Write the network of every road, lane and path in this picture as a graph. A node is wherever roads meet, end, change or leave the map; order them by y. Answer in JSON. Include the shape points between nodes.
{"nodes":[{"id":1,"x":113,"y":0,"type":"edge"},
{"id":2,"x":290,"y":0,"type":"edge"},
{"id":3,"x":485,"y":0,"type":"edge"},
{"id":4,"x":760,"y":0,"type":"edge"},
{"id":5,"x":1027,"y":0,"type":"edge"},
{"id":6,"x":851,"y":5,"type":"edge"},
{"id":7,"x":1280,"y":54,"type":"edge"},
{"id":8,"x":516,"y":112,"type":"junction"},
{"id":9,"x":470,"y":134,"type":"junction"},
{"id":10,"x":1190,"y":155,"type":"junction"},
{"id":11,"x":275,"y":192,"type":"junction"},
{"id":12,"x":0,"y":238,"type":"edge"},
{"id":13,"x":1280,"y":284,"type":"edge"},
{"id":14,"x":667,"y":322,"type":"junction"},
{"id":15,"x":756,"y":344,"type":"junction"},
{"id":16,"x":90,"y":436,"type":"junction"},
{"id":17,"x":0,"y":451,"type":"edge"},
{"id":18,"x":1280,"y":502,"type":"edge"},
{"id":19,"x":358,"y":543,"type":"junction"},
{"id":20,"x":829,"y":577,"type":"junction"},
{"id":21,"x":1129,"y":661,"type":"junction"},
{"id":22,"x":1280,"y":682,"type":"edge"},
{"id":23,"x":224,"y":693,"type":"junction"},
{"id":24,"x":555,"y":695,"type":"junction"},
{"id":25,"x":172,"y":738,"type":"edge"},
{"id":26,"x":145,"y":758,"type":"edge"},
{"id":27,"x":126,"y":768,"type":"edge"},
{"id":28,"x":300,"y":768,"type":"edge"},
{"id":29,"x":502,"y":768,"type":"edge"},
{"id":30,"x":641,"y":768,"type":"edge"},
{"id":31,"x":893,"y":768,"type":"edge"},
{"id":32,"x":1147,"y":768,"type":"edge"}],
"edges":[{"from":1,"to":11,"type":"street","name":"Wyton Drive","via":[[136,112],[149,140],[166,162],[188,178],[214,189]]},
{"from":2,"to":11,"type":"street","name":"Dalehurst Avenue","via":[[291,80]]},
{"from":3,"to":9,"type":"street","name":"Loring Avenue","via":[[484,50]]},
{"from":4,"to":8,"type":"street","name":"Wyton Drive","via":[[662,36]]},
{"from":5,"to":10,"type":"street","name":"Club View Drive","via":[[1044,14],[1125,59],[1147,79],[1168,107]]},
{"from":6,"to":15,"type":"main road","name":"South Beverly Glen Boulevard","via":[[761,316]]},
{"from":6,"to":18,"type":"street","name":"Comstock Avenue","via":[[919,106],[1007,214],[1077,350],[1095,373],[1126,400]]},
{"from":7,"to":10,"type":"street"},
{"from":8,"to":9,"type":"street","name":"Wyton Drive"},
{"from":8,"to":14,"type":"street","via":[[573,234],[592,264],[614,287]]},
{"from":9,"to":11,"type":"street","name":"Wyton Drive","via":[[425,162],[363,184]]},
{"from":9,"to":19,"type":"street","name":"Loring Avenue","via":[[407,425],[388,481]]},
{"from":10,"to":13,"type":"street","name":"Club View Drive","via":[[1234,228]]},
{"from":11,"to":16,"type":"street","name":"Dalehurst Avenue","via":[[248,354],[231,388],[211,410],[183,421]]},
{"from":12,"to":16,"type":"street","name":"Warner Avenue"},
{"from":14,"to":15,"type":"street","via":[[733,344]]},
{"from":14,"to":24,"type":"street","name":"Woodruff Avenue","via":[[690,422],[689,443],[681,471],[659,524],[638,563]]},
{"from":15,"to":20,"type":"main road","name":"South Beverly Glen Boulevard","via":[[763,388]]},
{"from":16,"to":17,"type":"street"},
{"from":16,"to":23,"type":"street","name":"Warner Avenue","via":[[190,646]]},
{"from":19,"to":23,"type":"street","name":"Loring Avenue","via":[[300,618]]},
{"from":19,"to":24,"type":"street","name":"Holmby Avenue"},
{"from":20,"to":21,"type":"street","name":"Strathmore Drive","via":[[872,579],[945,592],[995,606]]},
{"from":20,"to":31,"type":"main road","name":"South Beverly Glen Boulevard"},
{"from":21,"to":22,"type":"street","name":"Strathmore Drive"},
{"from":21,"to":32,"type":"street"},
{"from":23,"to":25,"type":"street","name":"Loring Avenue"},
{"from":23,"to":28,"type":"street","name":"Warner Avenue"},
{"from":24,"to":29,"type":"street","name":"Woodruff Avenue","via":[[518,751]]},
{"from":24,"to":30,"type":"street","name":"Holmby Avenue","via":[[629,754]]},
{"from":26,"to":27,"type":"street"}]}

......

**WORK INSTRUCTION**
Match on "Wyton" and report each line of the data above that has it.

**TASK SOLUTION**
"edges":[{"from":1,"to":11,"type":"street","name":"Wyton Drive","via":[[136,112],[149,140],[166,162],[188,178],[214,189]]},
{"from":4,"to":8,"type":"street","name":"Wyton Drive","via":[[662,36]]},
{"from":8,"to":9,"type":"street","name":"Wyton Drive"},
{"from":9,"to":11,"type":"street","name":"Wyton Drive","via":[[425,162],[363,184]]},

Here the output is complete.